By Sramana Mitra and guest authors Rajesh Nair and Aditya Modi
About Martin Migoya
Martin Migoya is the CEO of Globant. Together with three of his friends, Martin established Globant, a company that desgins software products. Under Martin’s leadership, Globant grew from four people in 2003 to 1,500 today. He has won many awards such as Endeavour Entrepreneur 2005, Konex Award for the most innovative entrepreneurs of 2008, and Security Award for the most distinguished businessmen of the year in 2009.
The fastest-growing software firm in Latin America, Globant, has become one of the top 10 software development companies in the world since its inception just over seven years ago. With more than 2,500 employees it is headquartered in Buenos Aires and has offices in the U.S., U.K., Mexico, Colombia, Chile, and all over Argentina. Globant’s clients range from software development and infrastructure management to mobile applications and e-commerce. Globant has won awards for its innovation and its delivery model.
Sramana Mitra: Hi, Martin, and welcome to the Outsourcing series. To start with, we are definitely seeing outsourcing in Latin America as a major trend, which is why I wanted to speak with you. I would like to understand more about what you are seeing and how you are navigating your way through the outsourcing industry.
Martin Migoya: OK.
SM: So, let’s start with some background on Globant. Would you please tell me more about how and when you started and how you have built a sizeable company to this point.
MM: OK, great. Globant is a company dedicated to the creation of software products that are appealing. We work with the ideation, creation, and development of software products for our customers. We are focused on that niche. In essence, what we do is create intellectual property for customers.
SM: Would you talk in more detail about what kinds of customers, what kinds of technology, and what kinds of intellectual property you are working on?
MM: Well, we work in different areas. In the gaming industry we work for Electronic Arts, Playzone, and many others. For the travel industry, we work for Travelocity, Orbitz, and many other companies. In the entertainment industry we have Dreamworks. We also work for companies like LinkedIn, Google, and so on. We are currently working on Google TV. For LinkedIn, we are developing tools that go on the toolbar that connects to Outlook. Those are the kinds of projects we do for some of our customers.
SM: Would you talk about the history of Globant and how you managed to penetrate the industry segments you just named?
MM: Globant was started about eight years ago in 2003, with four co-founders. One of them is currently the CEO, and the other three are working in different sectors. We created the company with the idea of bringing a fresh approach to the IT outsourcing industry. Coming from different regions but sharing the same time zone, we have a rich culture with an amazing talent pool. We grew the company from four founding members eight years ago to more than 500 people at present. We will probably end this year with 3,000 people; 3,000 Globantants, as we call ourselves. We have been sharpening the focus by bringing a fresh approach to IT outsourcing to be more oriented with what is happening now, which is the creation of intellectual property and software products for our customers. This is how we evolved from being a pure IT outsourcing player to the much more organized and focused company that we are today.

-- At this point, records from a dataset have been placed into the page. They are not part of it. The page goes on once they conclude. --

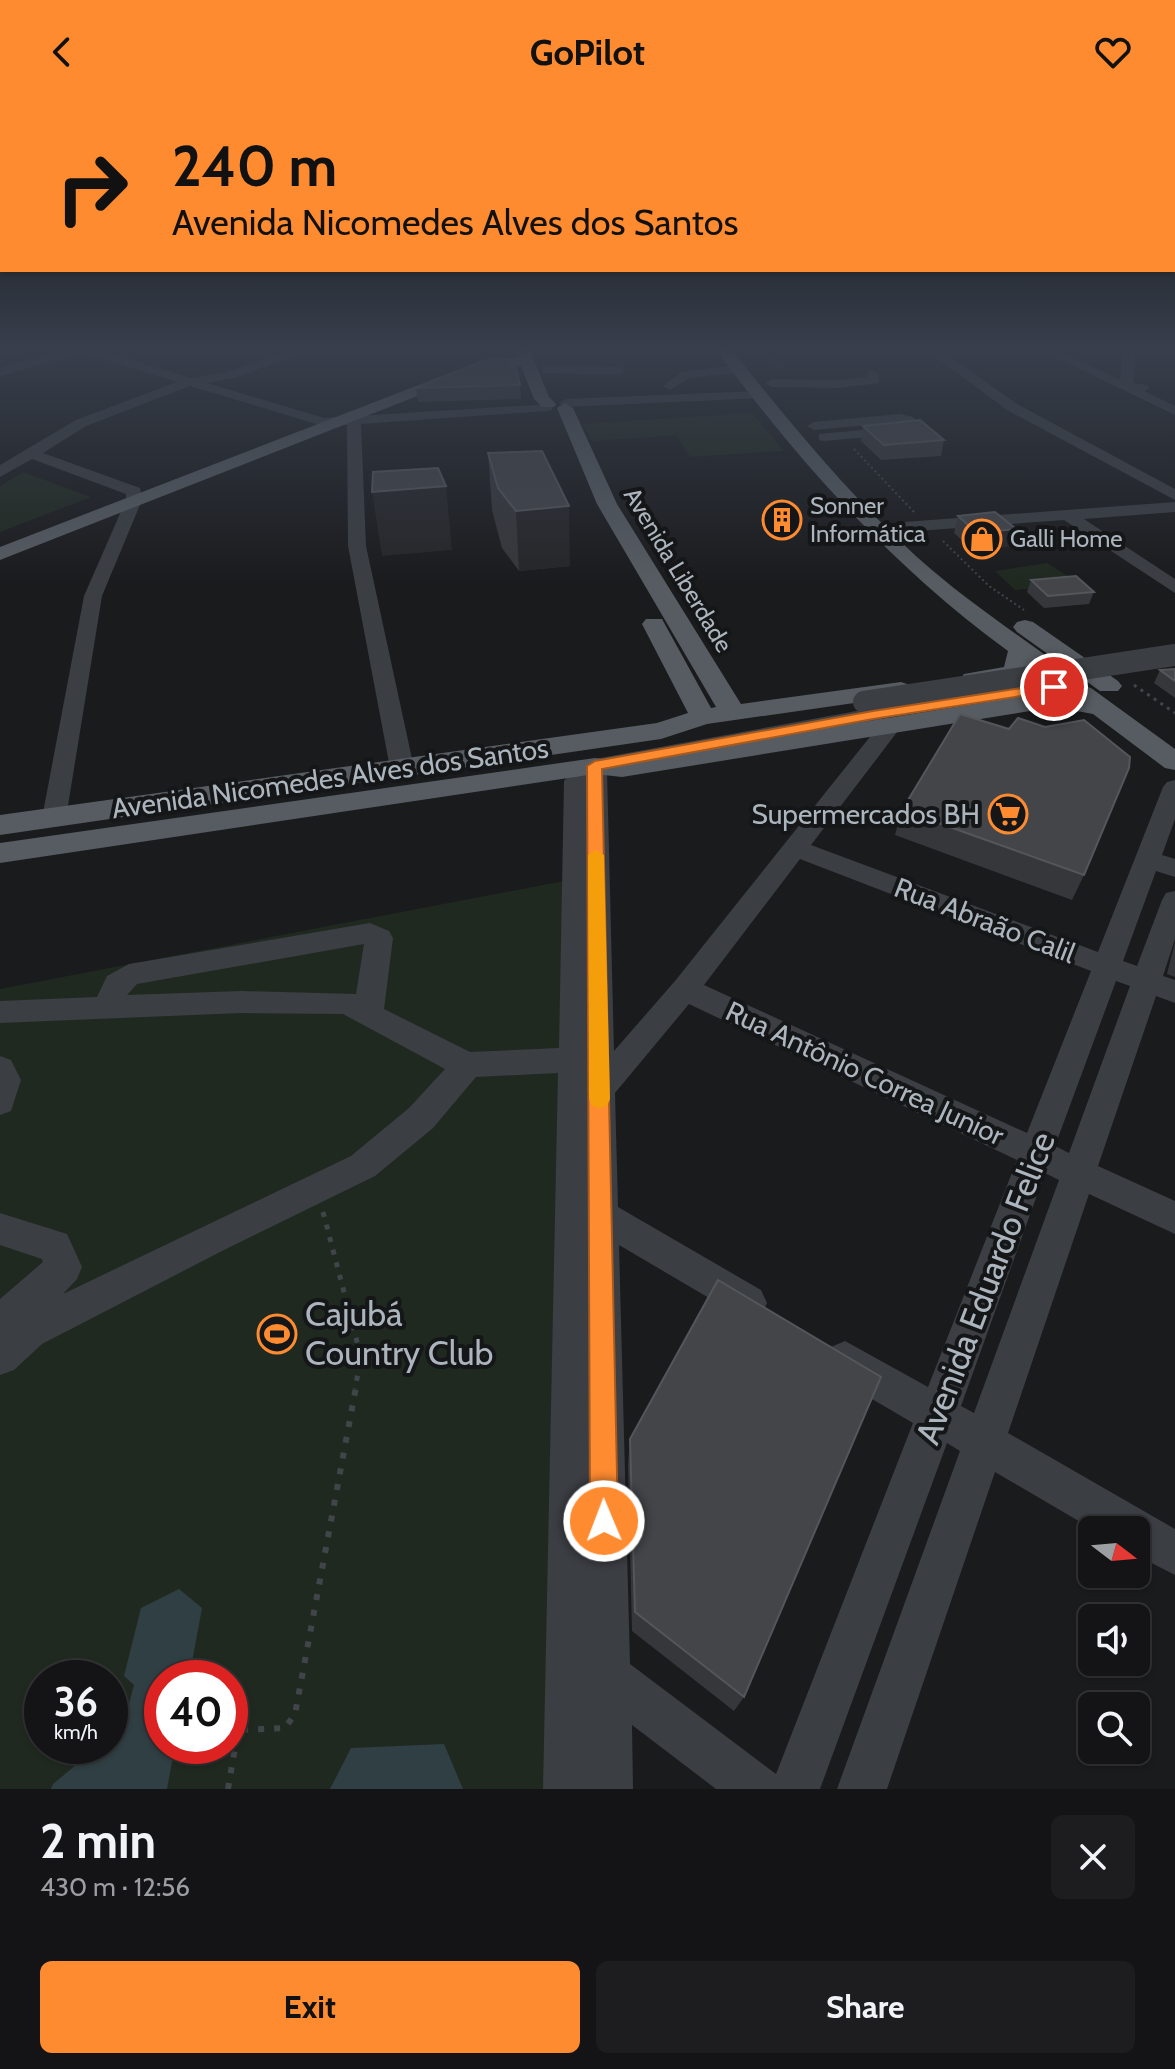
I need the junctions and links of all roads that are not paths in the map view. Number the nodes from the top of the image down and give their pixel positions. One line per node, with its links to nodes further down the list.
1 (75, 427): 13 (street)
2 (322, 427): 15 (main road)
3 (344, 427): 37 (street)
4 (554, 427): 23 (main road, Avenida Liberdade)
5 (565, 427): 22 (main road, Avenida Liberdade)
6 (803, 427): 25 (main road)
7 (817, 427): 12 (main road)
8 (874, 427): 12 (street)
9 (915, 427): 12 (street)
10 (1048, 427): 16 (street)
11 (929, 437): 12 (street)
12 (832, 441)
13 (30, 453): 14 (street); 15 (street)
14 (0, 472)
15 (134, 495): 20 (main road); 21 (main road); 39 (street)
16 (1175, 495)
17 (1175, 507): 18 (street)
18 (1067, 515): 19 (street); 24 (street)
19 (898, 521): 29 (main road)
20 (0, 545)
21 (0, 554)
22 (644, 565): 23 (main road); 31 (main road, Avenida Liberdade)
23 (621, 568): 33 (main road, Avenida Liberdade)
24 (1175, 587)
25 (1021, 648): 28 (main road, Avenida Nicomedes Alves dos Santos); 29 (main road)
26 (1175, 655): 32 (street, Avenida Nicomedes Alves dos Santos, bridge)
27 (1175, 669): 32 (street, Avenida Nicomedes Alves dos Santos)
28 (967, 680): 30 (main road); 31 (main road, Avenida Nicomedes Alves dos Santos)
29 (1117, 694): 30 (main road, Avenida Nicomedes Alves dos Santos); 35 (main road)
30 (991, 708): 32 (main road, Avenida Nicomedes Alves dos Santos)
31 (733, 713): 33 (main road, Avenida Nicomedes Alves dos Santos)
32 (877, 714): 34 (street, Avenida Nicomedes Alves dos Santos); 36 (main road, Avenida Nicomedes Alves dos Santos); 41 (street)
33 (703, 717): 34 (main road, Avenida Nicomedes Alves dos Santos)
34 (661, 731): 37 (main road, Avenida Nicomedes Alves dos Santos)
35 (1175, 762)
36 (585, 767): 42 (main road, Avenida Nicomedes Alves dos Santos); 51 (street); 54 (street)
37 (402, 768): 39 (main road, Avenida Nicomedes Alves dos Santos)
38 (1175, 787): 43 (street, Avenida Eduardo Felice)
39 (54, 818): 40 (main road, Avenida Nicomedes Alves dos Santos)
40 (0, 825)
41 (795, 848): 45 (street, Rua Abraão Calil); 47 (street)
42 (0, 853)
43 (1162, 863): 45 (street, Avenida Eduardo Felice)
44 (1175, 900): 46 (street, Avenida Eduardo Felice)
45 (1107, 966): 46 (street, Rua Abraão Calil); 56 (street, Avenida Eduardo Felice)
46 (1161, 987): 57 (street, Avenida Eduardo Felice)
47 (685, 989): 54 (street); 56 (street, Rua Antônio Correa Junior)
48 (107, 1007): 49 (street); 50 (street); 50 (street)
49 (0, 1012)
50 (368, 1014): 52 (street)
51 (574, 1060): 52 (street); 54 (street); 70 (street)
52 (468, 1065): 64 (street)
53 (0, 1069): 55 (street)
54 (599, 1090): 58 (street)
55 (0, 1102)
56 (1036, 1154): 57 (street, Rua Antônio Correa Junior); 65 (street, Avenida Eduardo Felice)
57 (1079, 1174): 59 (street, Rua Antônio Correa Junior); 66 (street, Avenida Eduardo Felice)
58 (600, 1215): 61 (street); 70 (street)
59 (1175, 1218)
60 (0, 1229): 62 (street)
61 (775, 1320)
62 (0, 1322)
63 (816, 1344): 65 (street)
64 (0, 1356)
65 (936, 1416): 66 (street); 74 (street, Avenida Eduardo Felice)
66 (984, 1444): 67 (street); 75 (street, Avenida Eduardo Felice)
67 (1110, 1516)
68 (1150, 1539): 69 (street)
69 (1175, 1553)
70 (587, 1667): 71 (street); 72 (street); 73 (street)
71 (568, 1789)
72 (608, 1789)
73 (757, 1789)
74 (795, 1789)
75 (862, 1789)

I would say that the process of creating a huge, successful software product company that is accessed by hundreds of millions of people is very challenging, and the experience of creating the process has changed and evolved dramatically in the past three to four years. In the past few years it has evolved from being just an engineering experience to an experience that is more connected to the design, innovation and everything in demand today. Essentially, when we talk about what is going on in the world, we say that we are leading many revolutions in the IT sector. One of those revolutions is the usability revolution. In other words, the software [should] be like a piece of art – this is the attitude that has taken root since Apple and Google have come to play. Everybody is designing software in specific ways, and we need to read that in terms of how to use that software, how appealing it is to the audience in terms of ease of use, user interface, and so on. That was our first revolution. The second revolution is the mobile apps revolution. Everybody wants to be on a mobile platform, so we pay attention to the way we develop and create software that is compatible with many different platforms, including many of the new mobile platforms like the iPad or iPhone, and of course, Android and BlackBerry. Those are trends that you see today; this is a second revolution, the mobile application revolution.
The third revolution is the revolution around the market, how those applications are sold. What we have seen in the past is that hundreds of thousands of people are moving their efforts from the open source community to Apple’s App Store and the Google Apps Marketplace. We have thousands of developers who are creating companies and applications to sell on those markets, and that is very complicated for our customers because they find it difficult to differentiate their offering from those applications they are competing with.
The fourth revolution is the social network revolution. Everybody wants to have a social media application and some connectivity with social applications. In the past five to six months, at least nine different tablet devices have appeared on the market. That is a phenomenal change. You have tablets with Android; you have tablets with Mac OS; you have tablets with Windows; and you need to create applications that are robust enough to cover all those places. That gives us a huge opportunity.